→ Data for processing:
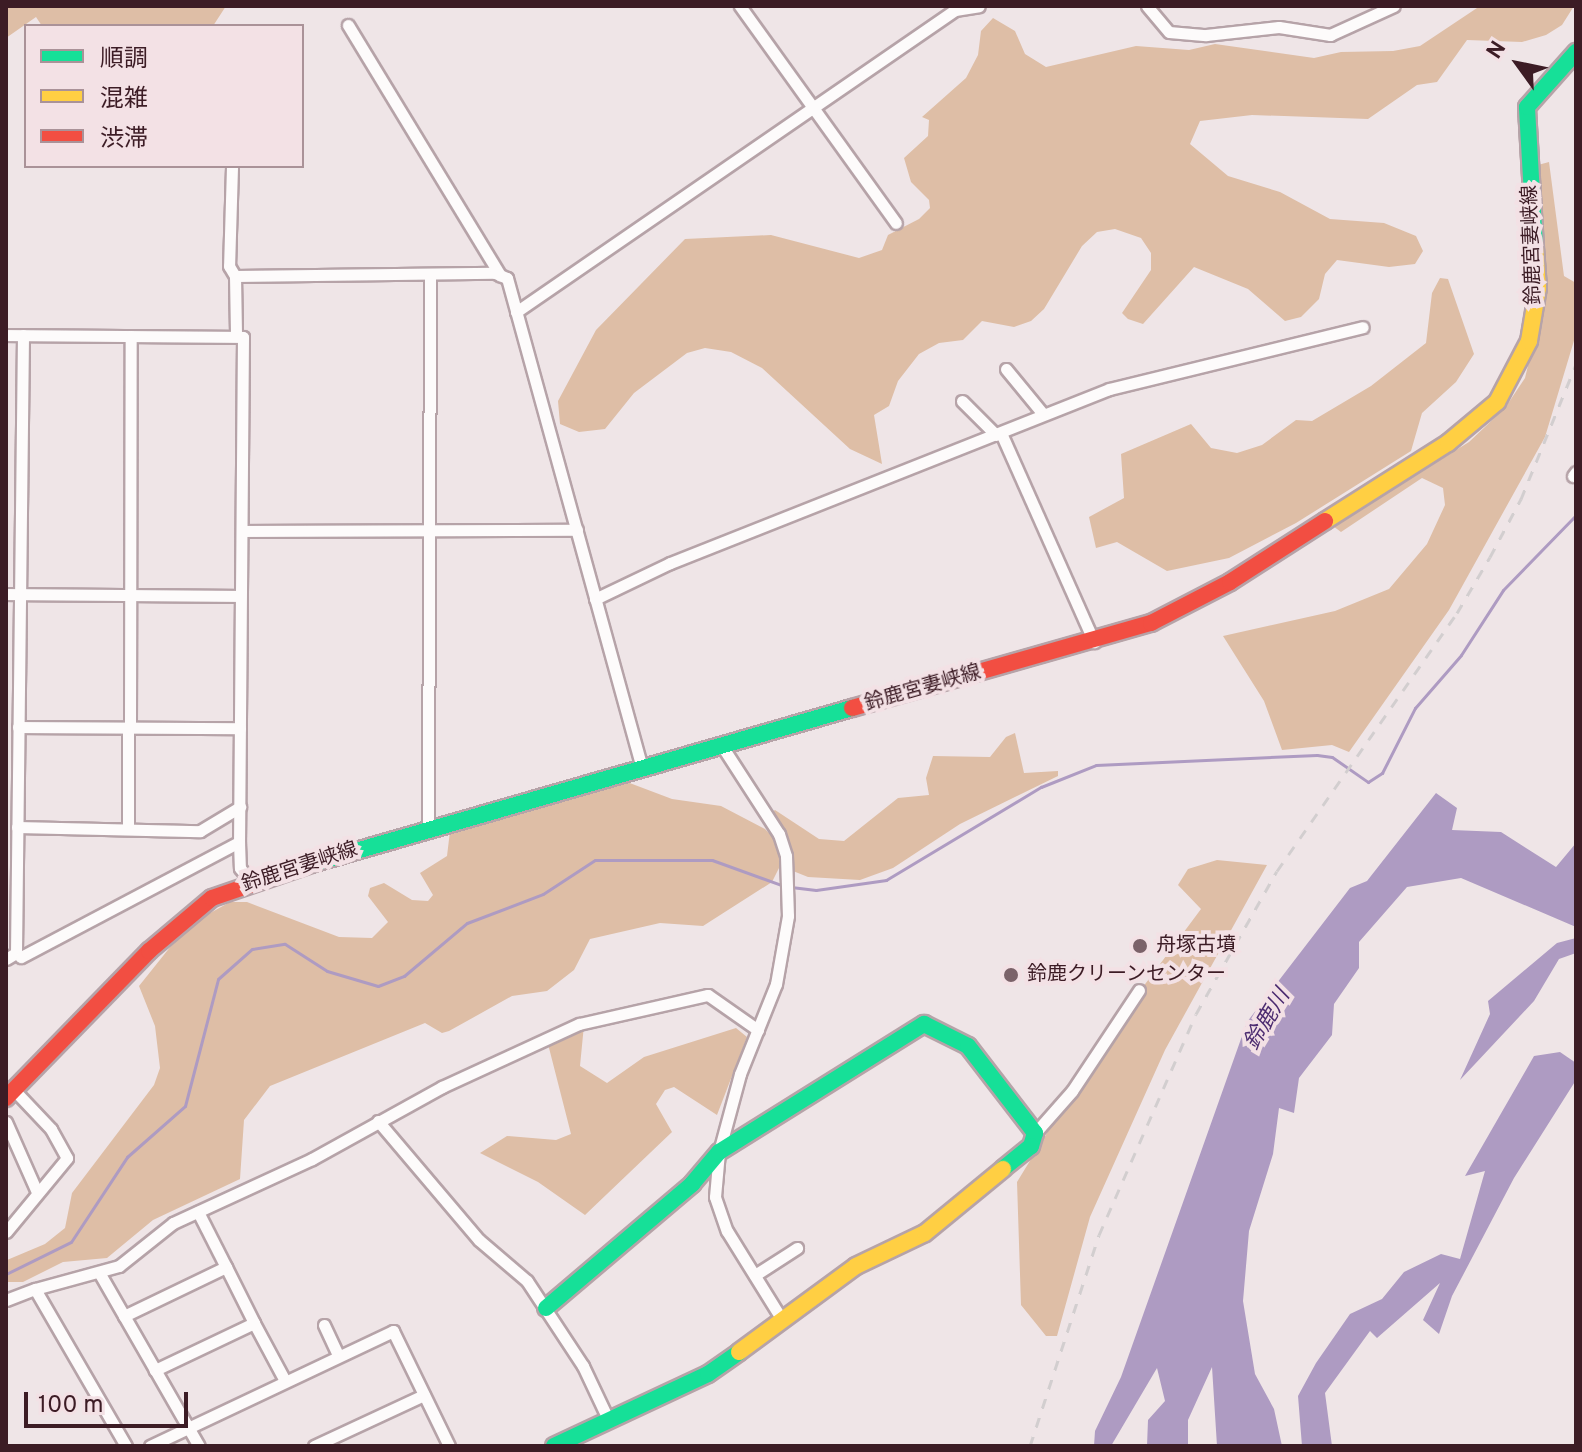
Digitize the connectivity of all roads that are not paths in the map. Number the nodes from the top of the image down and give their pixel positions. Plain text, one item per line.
1 (740, 6) edge
2 (979, 6) edge
3 (1147, 6) edge
4 (1394, 6) edge
5 (348, 25) dead end
6 (1576, 52) edge
7 (813, 108) junction
8 (232, 168) edge
9 (896, 223) dead end
10 (430, 274) junction
11 (500, 275) junction
12 (235, 276) junction
13 (516, 312) junction
14 (1363, 327) dead end
15 (6, 335) edge
16 (23, 335) junction
17 (131, 336) junction
18 (236, 336) junction
19 (1006, 369) dead end
20 (962, 401) dead end
21 (1043, 414) junction
22 (998, 434) junction
23 (428, 530) junction
24 (577, 530) junction
25 (242, 531) junction
26 (6, 594) edge
27 (19, 594) junction
28 (130, 595) junction
29 (240, 596) junction
30 (595, 599) junction
31 (1094, 642) junction
32 (18, 727) junction
33 (129, 727) junction
34 (240, 728) junction
35 (722, 746) junction
36 (642, 768) junction
37 (240, 807) junction
38 (17, 827) junction
39 (428, 828) junction
40 (128, 829) junction
41 (239, 842) junction
42 (251, 882) junction
43 (11, 956) edge
44 (1139, 990) dead end
45 (758, 1030) junction
46 (10, 1094) edge
47 (378, 1121) junction
48 (6, 1122) edge
49 (1035, 1133) junction
50 (719, 1152) junction
51 (37, 1192) junction
52 (198, 1212) junction
53 (6, 1232) edge
54 (797, 1248) dead end
55 (226, 1267) junction
56 (100, 1274) junction
57 (755, 1275) junction
58 (35, 1289) junction
59 (6, 1300) edge
60 (546, 1308) junction
61 (124, 1316) junction
62 (781, 1318) junction
63 (254, 1323) junction
64 (324, 1325) dead end
65 (338, 1355) junction
66 (155, 1370) junction
67 (284, 1379) junction
68 (424, 1395) junction
69 (609, 1421) junction
70 (186, 1426) junction
71 (126, 1446) edge
72 (150, 1446) edge
73 (199, 1446) edge
74 (314, 1446) edge
75 (449, 1446) edge
76 (554, 1446) edge

1 - 7 street
2 - 7 street
3 - 4 street
5 - 11 street
6 - 31 main road, 鈴鹿宮妻峡線
7 - 9 street
7 - 13 street
8 - 12 street
10 - 11 street
10 - 12 street
10 - 23 street
11 - 13 street
12 - 18 street
13 - 24 street
14 - 21 street
15 - 16 street
16 - 17 street
16 - 27 street
17 - 18 street
17 - 28 street
18 - 25 street
19 - 21 street
20 - 22 street
21 - 22 street
22 - 30 street
22 - 31 street
23 - 24 street
23 - 25 street
23 - 39 street
24 - 30 street
25 - 29 street
26 - 27 street
27 - 28 street
27 - 32 street
28 - 29 street
28 - 33 street
29 - 34 street
30 - 36 street
31 - 35 main road, 鈴鹿宮妻峡線
32 - 33 street
32 - 38 street
33 - 34 street
33 - 40 street
34 - 37 street
35 - 36 main road, 鈴鹿宮妻峡線
35 - 45 street
36 - 39 main road, 鈴鹿宮妻峡線
37 - 40 street
37 - 41 street
38 - 40 street
38 - 43 street
39 - 42 main road, 鈴鹿宮妻峡線
41 - 42 street
41 - 43 street
42 - 46 main road, 鈴鹿宮妻峡線
44 - 49 street
45 - 47 street
45 - 50 street
46 - 51 street
47 - 52 street
47 - 60 street
48 - 51 street
49 - 50 main road
49 - 62 main road
50 - 57 street
50 - 60 main road
51 - 53 street
52 - 55 street
52 - 56 street
54 - 57 street
55 - 61 street
55 - 63 street
56 - 58 street
56 - 61 street
57 - 62 street
58 - 59 street
58 - 71 street
60 - 69 street
61 - 66 street
62 - 69 main road
63 - 66 street
63 - 67 street
64 - 65 street
65 - 67 street
65 - 68 street
66 - 70 street
67 - 70 street
68 - 74 street
68 - 75 street
69 - 76 main road
70 - 72 street
70 - 73 street

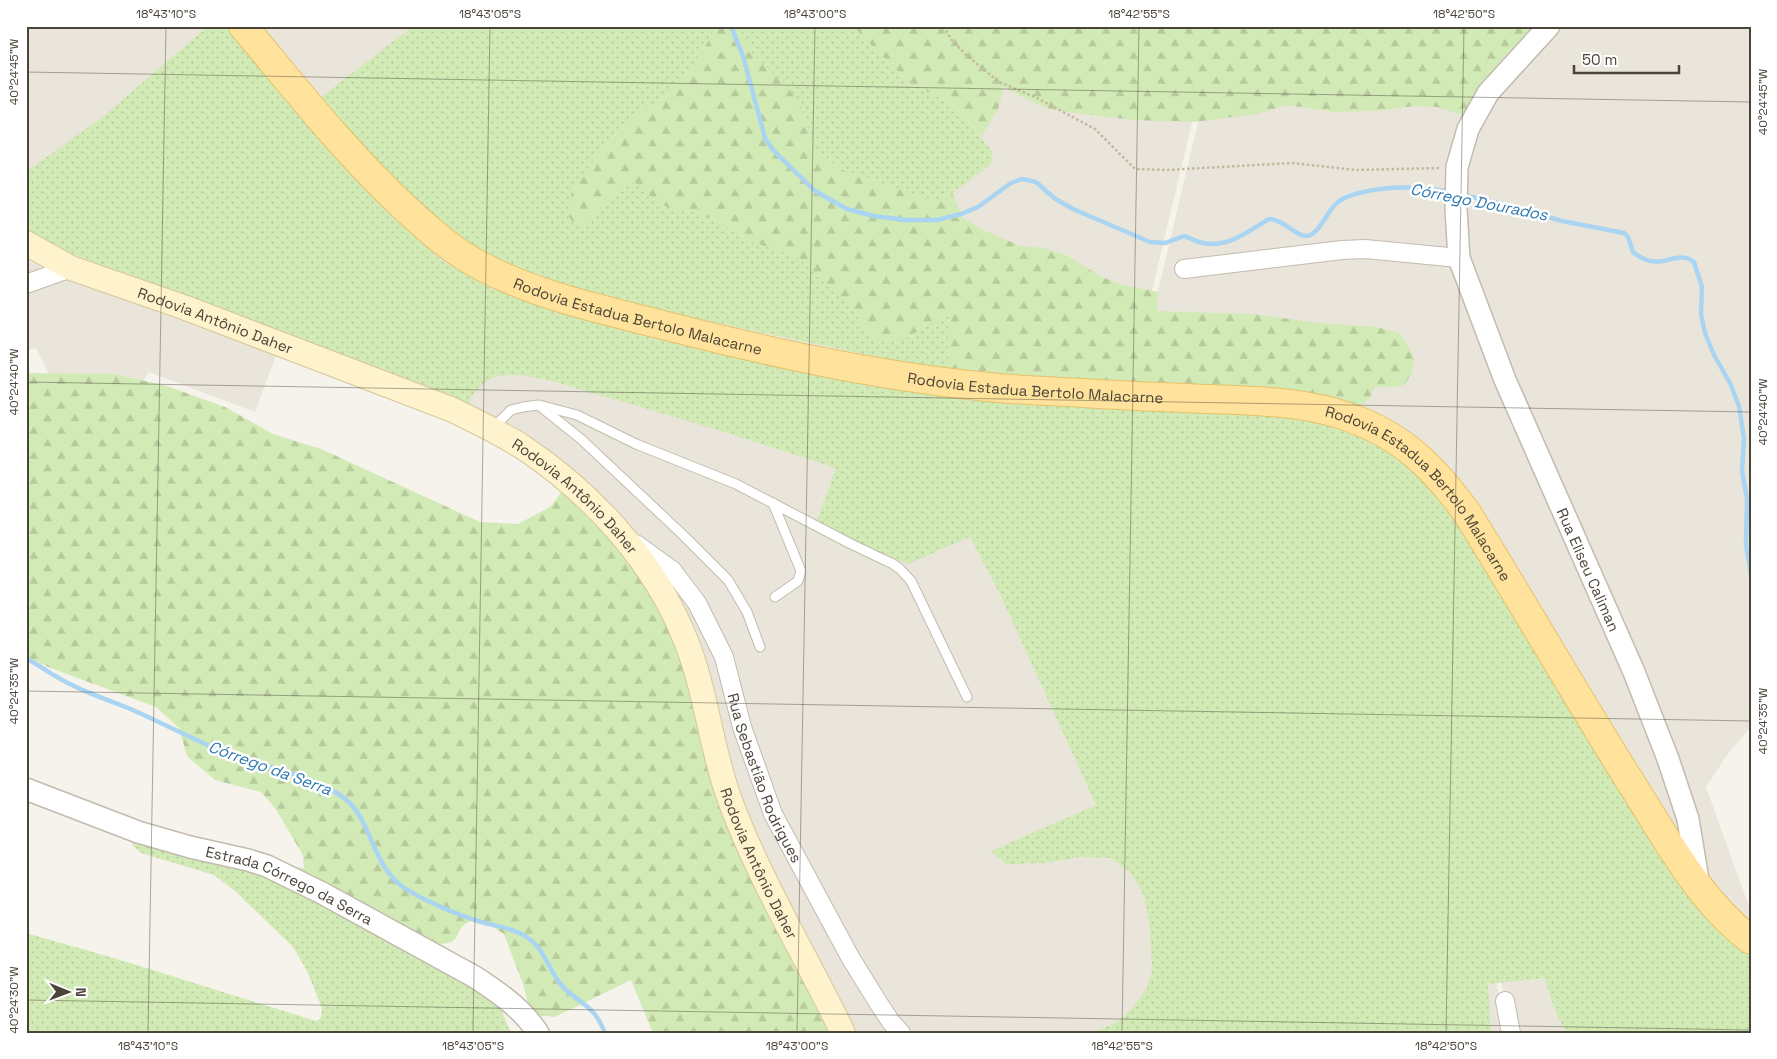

→ Requirement:
Look through the entries above and find each line where the word "main" occurs; copy those lines.

→ Exercise answer:
6 - 31 main road, 鈴鹿宮妻峡線
31 - 35 main road, 鈴鹿宮妻峡線
35 - 36 main road, 鈴鹿宮妻峡線
36 - 39 main road, 鈴鹿宮妻峡線
39 - 42 main road, 鈴鹿宮妻峡線
42 - 46 main road, 鈴鹿宮妻峡線
49 - 50 main road
49 - 62 main road
50 - 60 main road
62 - 69 main road
69 - 76 main road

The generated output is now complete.